▸ **WHAT THE EXERCISE ASKS**
What lines in the following entries hold the word "dead"? Copy each one.

▸ **DATA LISTING**
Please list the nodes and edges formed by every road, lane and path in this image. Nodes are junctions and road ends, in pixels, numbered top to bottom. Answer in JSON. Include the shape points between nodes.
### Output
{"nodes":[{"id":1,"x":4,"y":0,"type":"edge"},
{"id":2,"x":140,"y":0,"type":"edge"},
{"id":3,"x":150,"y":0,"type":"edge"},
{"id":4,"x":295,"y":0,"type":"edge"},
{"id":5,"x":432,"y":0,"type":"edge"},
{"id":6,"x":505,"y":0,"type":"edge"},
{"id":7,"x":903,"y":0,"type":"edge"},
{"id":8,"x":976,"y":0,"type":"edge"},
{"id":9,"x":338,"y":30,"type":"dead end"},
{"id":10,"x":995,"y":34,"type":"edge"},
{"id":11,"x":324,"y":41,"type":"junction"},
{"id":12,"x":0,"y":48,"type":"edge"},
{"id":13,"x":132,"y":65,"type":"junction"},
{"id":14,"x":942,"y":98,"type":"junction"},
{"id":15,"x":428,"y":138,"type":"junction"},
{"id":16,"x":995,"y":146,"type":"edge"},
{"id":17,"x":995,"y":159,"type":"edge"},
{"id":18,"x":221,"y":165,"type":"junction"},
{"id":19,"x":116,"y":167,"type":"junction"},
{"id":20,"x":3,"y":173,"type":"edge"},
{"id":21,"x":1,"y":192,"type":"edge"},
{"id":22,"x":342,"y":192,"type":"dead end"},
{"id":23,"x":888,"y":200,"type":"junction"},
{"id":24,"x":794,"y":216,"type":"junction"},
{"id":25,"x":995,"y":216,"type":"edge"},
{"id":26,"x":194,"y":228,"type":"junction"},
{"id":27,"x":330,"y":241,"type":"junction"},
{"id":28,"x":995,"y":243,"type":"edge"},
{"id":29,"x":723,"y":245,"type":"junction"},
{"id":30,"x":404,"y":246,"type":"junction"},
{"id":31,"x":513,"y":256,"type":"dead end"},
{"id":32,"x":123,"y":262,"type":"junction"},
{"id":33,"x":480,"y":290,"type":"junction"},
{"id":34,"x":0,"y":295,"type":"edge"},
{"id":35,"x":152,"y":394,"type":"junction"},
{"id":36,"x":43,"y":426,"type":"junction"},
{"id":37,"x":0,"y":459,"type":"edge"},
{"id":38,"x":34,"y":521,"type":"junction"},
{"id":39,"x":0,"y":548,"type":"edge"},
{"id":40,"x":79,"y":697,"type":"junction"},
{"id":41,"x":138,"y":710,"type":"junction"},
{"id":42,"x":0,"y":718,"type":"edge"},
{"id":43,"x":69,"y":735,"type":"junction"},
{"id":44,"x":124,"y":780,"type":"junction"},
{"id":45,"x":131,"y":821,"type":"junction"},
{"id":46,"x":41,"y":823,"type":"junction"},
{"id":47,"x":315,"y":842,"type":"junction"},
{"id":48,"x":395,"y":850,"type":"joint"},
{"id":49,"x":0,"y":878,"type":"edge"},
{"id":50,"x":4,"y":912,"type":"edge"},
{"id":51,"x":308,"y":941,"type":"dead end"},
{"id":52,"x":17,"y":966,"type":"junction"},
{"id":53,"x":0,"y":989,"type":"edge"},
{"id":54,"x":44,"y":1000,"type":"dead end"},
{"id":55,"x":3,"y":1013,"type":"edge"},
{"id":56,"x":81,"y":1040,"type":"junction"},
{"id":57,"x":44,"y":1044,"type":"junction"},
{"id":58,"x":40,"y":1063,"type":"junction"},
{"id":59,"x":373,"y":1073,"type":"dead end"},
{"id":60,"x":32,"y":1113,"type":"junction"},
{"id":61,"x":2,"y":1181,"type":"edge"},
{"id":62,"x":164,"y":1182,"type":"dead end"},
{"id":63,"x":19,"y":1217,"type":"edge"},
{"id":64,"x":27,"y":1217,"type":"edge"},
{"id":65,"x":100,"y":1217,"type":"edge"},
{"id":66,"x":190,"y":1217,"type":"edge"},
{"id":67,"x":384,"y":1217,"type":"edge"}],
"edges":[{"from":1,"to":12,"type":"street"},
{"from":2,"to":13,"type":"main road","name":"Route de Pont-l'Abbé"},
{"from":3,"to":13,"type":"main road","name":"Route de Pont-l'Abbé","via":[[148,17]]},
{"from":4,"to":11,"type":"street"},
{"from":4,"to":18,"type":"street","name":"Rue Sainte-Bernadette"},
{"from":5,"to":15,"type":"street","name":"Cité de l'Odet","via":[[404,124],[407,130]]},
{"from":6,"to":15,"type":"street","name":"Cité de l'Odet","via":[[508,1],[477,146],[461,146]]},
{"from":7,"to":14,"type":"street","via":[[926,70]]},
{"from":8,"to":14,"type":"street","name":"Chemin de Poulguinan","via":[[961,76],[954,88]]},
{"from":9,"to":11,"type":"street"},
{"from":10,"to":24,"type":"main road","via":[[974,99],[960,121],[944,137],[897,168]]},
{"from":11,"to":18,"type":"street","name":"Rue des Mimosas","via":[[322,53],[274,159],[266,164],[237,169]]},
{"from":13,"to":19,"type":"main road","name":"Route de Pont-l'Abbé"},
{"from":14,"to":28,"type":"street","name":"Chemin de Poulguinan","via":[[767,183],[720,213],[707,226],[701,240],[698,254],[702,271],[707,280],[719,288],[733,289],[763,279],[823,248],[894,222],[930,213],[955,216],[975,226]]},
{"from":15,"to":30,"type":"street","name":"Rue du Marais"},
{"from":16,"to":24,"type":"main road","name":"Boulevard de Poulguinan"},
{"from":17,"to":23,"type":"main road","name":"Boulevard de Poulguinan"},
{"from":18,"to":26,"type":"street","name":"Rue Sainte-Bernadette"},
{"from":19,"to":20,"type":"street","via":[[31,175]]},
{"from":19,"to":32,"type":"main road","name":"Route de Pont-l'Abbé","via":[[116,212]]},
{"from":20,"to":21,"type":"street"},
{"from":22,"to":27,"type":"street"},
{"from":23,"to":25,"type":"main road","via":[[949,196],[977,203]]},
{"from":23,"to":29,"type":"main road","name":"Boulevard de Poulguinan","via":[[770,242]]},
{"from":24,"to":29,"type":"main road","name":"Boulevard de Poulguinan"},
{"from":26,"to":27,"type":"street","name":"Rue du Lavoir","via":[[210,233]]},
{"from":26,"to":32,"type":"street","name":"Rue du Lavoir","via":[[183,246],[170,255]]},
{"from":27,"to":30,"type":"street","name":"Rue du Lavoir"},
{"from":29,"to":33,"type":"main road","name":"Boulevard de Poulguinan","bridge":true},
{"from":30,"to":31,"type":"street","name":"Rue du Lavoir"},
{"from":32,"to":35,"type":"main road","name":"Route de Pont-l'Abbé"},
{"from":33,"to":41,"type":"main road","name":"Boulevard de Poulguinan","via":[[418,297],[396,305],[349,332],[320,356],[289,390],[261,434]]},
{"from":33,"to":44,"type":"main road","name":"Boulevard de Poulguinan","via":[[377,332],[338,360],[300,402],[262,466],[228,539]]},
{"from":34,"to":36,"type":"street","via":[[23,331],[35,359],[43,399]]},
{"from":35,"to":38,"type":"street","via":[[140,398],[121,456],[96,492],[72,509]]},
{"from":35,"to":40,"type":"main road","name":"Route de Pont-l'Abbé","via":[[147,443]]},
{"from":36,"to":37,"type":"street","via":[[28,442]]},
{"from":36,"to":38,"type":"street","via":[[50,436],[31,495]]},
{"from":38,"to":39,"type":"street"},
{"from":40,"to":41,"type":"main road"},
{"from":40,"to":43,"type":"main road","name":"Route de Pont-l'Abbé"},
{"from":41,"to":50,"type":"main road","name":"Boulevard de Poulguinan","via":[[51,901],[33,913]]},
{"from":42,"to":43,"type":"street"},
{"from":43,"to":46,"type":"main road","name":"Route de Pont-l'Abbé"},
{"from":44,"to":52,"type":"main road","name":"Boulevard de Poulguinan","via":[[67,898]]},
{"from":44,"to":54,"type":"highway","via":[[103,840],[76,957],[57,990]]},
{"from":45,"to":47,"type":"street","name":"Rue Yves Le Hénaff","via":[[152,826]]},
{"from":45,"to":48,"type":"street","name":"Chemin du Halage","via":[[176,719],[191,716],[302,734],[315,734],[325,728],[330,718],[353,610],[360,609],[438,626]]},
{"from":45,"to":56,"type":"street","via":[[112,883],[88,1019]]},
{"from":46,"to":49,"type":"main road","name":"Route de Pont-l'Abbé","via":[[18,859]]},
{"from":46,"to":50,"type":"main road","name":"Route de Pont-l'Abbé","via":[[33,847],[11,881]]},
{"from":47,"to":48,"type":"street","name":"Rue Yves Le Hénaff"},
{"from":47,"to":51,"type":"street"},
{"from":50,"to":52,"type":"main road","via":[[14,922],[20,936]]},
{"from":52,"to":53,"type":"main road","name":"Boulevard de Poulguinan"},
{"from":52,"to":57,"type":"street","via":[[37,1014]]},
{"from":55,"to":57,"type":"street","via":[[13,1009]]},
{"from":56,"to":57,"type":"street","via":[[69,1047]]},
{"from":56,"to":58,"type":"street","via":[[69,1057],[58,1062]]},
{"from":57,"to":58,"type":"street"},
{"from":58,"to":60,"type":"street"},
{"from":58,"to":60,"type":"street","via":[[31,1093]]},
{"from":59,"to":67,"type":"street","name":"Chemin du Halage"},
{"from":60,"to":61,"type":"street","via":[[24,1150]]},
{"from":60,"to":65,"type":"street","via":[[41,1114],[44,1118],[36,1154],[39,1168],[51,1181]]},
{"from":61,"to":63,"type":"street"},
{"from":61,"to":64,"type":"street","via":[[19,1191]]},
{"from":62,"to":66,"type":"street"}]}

▸ **EXERCISE RESPONSE**
{"id":9,"x":338,"y":30,"type":"dead end"},
{"id":22,"x":342,"y":192,"type":"dead end"},
{"id":31,"x":513,"y":256,"type":"dead end"},
{"id":51,"x":308,"y":941,"type":"dead end"},
{"id":54,"x":44,"y":1000,"type":"dead end"},
{"id":59,"x":373,"y":1073,"type":"dead end"},
{"id":62,"x":164,"y":1182,"type":"dead end"},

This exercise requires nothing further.